==== Given information ====

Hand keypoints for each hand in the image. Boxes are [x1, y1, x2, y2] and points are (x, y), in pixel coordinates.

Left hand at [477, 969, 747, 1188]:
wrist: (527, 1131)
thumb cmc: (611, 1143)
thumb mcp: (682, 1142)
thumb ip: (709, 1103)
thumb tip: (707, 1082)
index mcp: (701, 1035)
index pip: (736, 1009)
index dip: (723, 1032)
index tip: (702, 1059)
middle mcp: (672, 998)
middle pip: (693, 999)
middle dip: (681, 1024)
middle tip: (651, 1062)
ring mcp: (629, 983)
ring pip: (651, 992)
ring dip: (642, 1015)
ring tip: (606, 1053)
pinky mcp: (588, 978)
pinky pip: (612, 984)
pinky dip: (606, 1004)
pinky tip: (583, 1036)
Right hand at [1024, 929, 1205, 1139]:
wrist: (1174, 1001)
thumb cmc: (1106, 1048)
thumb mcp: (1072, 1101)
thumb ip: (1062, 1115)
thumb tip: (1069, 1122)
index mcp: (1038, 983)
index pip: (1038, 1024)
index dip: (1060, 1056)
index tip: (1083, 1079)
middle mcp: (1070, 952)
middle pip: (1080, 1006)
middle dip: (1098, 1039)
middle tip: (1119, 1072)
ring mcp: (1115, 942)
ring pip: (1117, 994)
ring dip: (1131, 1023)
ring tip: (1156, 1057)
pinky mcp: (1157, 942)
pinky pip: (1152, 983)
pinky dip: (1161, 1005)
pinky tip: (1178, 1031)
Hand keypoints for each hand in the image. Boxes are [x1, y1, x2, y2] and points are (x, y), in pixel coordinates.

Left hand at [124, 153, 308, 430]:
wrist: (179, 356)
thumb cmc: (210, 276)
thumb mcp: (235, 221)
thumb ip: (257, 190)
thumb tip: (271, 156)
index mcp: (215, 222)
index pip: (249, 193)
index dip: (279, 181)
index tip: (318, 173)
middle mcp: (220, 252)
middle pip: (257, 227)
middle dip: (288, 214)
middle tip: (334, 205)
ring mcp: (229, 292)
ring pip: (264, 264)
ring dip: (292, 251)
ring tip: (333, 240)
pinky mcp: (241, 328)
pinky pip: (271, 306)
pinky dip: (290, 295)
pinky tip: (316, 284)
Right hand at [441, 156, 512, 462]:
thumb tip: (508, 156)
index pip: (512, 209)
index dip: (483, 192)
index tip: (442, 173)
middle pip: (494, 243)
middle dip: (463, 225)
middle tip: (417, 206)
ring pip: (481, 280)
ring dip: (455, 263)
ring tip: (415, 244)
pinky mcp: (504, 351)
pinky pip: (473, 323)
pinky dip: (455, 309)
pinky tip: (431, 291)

====

### [Try it]
From the line that contains "index dip: (483, 192)" through the end of the records above, print every line exactly and nothing else.

### [Answer section]
index dip: (483, 192)
index tip: (442, 173)
middle pip: (494, 243)
middle dip: (463, 225)
middle tip: (417, 206)
ring pip: (481, 280)
ring dip: (455, 263)
ring tip: (415, 244)
pinky mcp: (504, 351)
pinky pip: (473, 323)
pinky dip: (455, 309)
pinky tip: (431, 291)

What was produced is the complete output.